START Extracted entries
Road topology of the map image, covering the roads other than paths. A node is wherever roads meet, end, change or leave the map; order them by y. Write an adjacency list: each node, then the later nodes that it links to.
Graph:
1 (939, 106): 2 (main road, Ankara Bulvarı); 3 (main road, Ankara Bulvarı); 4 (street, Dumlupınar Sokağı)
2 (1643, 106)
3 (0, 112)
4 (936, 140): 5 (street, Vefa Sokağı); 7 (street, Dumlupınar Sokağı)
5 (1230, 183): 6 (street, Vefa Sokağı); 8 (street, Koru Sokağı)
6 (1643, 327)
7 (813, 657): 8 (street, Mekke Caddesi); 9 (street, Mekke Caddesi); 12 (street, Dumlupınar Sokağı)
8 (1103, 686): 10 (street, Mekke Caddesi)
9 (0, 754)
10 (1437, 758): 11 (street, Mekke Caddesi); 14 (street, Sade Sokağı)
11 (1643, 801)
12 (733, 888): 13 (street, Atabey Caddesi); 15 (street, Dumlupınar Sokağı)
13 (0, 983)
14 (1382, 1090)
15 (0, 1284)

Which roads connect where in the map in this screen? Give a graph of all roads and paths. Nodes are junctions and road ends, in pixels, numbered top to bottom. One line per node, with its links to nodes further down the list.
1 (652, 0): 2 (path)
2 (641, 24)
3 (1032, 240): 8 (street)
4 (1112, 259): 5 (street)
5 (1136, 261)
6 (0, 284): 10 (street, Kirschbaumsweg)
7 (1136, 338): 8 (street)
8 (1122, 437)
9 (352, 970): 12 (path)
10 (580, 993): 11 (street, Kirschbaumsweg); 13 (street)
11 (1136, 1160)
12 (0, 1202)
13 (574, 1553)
END Extracted entries
= Problem to work on =
Write the listing out again in full, exactly as it stands above.

= Solution to the exercise =
Road topology of the map image, covering the roads other than paths. A node is wherever roads meet, end, change or leave the map; order them by y. Write an adjacency list: each node, then the later nodes that it links to.
Graph:
1 (939, 106): 2 (main road, Ankara Bulvarı); 3 (main road, Ankara Bulvarı); 4 (street, Dumlupınar Sokağı)
2 (1643, 106)
3 (0, 112)
4 (936, 140): 5 (street, Vefa Sokağı); 7 (street, Dumlupınar Sokağı)
5 (1230, 183): 6 (street, Vefa Sokağı); 8 (street, Koru Sokağı)
6 (1643, 327)
7 (813, 657): 8 (street, Mekke Caddesi); 9 (street, Mekke Caddesi); 12 (street, Dumlupınar Sokağı)
8 (1103, 686): 10 (street, Mekke Caddesi)
9 (0, 754)
10 (1437, 758): 11 (street, Mekke Caddesi); 14 (street, Sade Sokağı)
11 (1643, 801)
12 (733, 888): 13 (street, Atabey Caddesi); 15 (street, Dumlupınar Sokağı)
13 (0, 983)
14 (1382, 1090)
15 (0, 1284)

Which roads connect where in the map in this screen? Give a graph of all roads and paths. Nodes are junctions and road ends, in pixels, numbered top to bottom. One line per node, with its links to nodes further down the list.
1 (652, 0): 2 (path)
2 (641, 24)
3 (1032, 240): 8 (street)
4 (1112, 259): 5 (street)
5 (1136, 261)
6 (0, 284): 10 (street, Kirschbaumsweg)
7 (1136, 338): 8 (street)
8 (1122, 437)
9 (352, 970): 12 (path)
10 (580, 993): 11 (street, Kirschbaumsweg); 13 (street)
11 (1136, 1160)
12 (0, 1202)
13 (574, 1553)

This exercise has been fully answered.